Zurich [Switzerland], 11 août (ANI): L’économie, la santé publique et la production alimentaire ne sont que quelques-uns des effets des événements simultanés de chaleur extrême et de sécheresse. De plus, en raison de liens socio-économiques complexes, ces événements extrêmes peuvent avoir un effet d’entraînement, selon une étude de l’Université de Zurich. Pour accroître la résilience des régions touchées, des évaluations des risques plus systématiques sont nécessaires.
Les résultats de la recherche ont été publiés dans la revue « PLOS Climate ».
Dans de nombreuses régions d’Europe, l’été 2022 a été brutal : de longues périodes de sécheresse combinées à des températures record. Les vagues de chaleur, les pénuries d’eau et les incendies de forêt affectent particulièrement l’Europe méridionale, occidentale et centrale. Ces phénomènes météorologiques extrêmes qui se renforcent mutuellement affectent un large éventail de secteurs et de systèmes : la santé, l’agriculture, la production alimentaire, l’approvisionnement énergétique et les écosystèmes, ainsi que l’économie et la société dans son ensemble.
Pertes financières importantes dues à la chaleur extrême et à la sécheresse
Pour mieux comprendre les conséquences de ces événements météorologiques extrêmes dans différentes régions, des chercheurs du Département de géographie de l’Université de Zurich (UZH) ont analysé huit événements de chaleur et de sécheresse extrêmes en Europe, en Australie et en Afrique qui se sont produits au cours des 20 dernières années.
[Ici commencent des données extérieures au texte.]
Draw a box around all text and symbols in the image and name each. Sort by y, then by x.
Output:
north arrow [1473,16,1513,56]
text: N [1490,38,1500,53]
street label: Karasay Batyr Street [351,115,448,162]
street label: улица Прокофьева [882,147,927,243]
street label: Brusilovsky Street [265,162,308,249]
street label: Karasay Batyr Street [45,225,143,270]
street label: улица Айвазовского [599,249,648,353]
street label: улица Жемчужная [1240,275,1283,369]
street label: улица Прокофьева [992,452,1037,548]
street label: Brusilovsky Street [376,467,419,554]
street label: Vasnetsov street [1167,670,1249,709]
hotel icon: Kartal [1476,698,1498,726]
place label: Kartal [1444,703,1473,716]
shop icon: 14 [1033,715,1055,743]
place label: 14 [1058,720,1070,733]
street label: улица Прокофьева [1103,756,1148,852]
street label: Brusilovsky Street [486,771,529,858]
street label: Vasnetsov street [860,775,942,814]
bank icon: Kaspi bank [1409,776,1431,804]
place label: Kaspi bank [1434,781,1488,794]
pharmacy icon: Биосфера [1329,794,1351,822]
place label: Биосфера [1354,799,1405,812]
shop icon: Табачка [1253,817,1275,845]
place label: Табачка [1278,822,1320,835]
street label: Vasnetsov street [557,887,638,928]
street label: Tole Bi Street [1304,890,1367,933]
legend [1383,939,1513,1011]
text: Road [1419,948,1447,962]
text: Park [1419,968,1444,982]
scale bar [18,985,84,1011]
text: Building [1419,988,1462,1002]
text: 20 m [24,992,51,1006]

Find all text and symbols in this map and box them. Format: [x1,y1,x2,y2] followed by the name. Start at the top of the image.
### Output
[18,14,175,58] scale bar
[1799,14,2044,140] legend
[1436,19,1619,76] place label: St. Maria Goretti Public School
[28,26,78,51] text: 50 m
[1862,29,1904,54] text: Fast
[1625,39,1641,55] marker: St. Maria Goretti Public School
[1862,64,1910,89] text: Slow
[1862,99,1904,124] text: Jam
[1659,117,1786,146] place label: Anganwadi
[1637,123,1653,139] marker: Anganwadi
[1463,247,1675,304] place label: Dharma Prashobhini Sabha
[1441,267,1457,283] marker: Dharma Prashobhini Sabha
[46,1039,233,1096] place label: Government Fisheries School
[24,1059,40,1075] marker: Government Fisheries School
En plus d’examiner les conséquences directes et indirectes pour divers secteurs et systèmes, ils ont également étudié l’impact des réponses à de tels événements.
« Les pertes financières, par exemple, peuvent être substantielles », a déclaré Laura Niggli, premier auteur de l’étude. « Dans les cas étudiés, ils allaient de plusieurs centaines de millions à plusieurs milliards de dollars américains. » Dans les cas extrêmes, comme les feux de brousse australiens de 2019/2020, les pertes se sont élevées à environ 100 milliards de dollars américains, soit plus de 5 % du PIB de l’Australie.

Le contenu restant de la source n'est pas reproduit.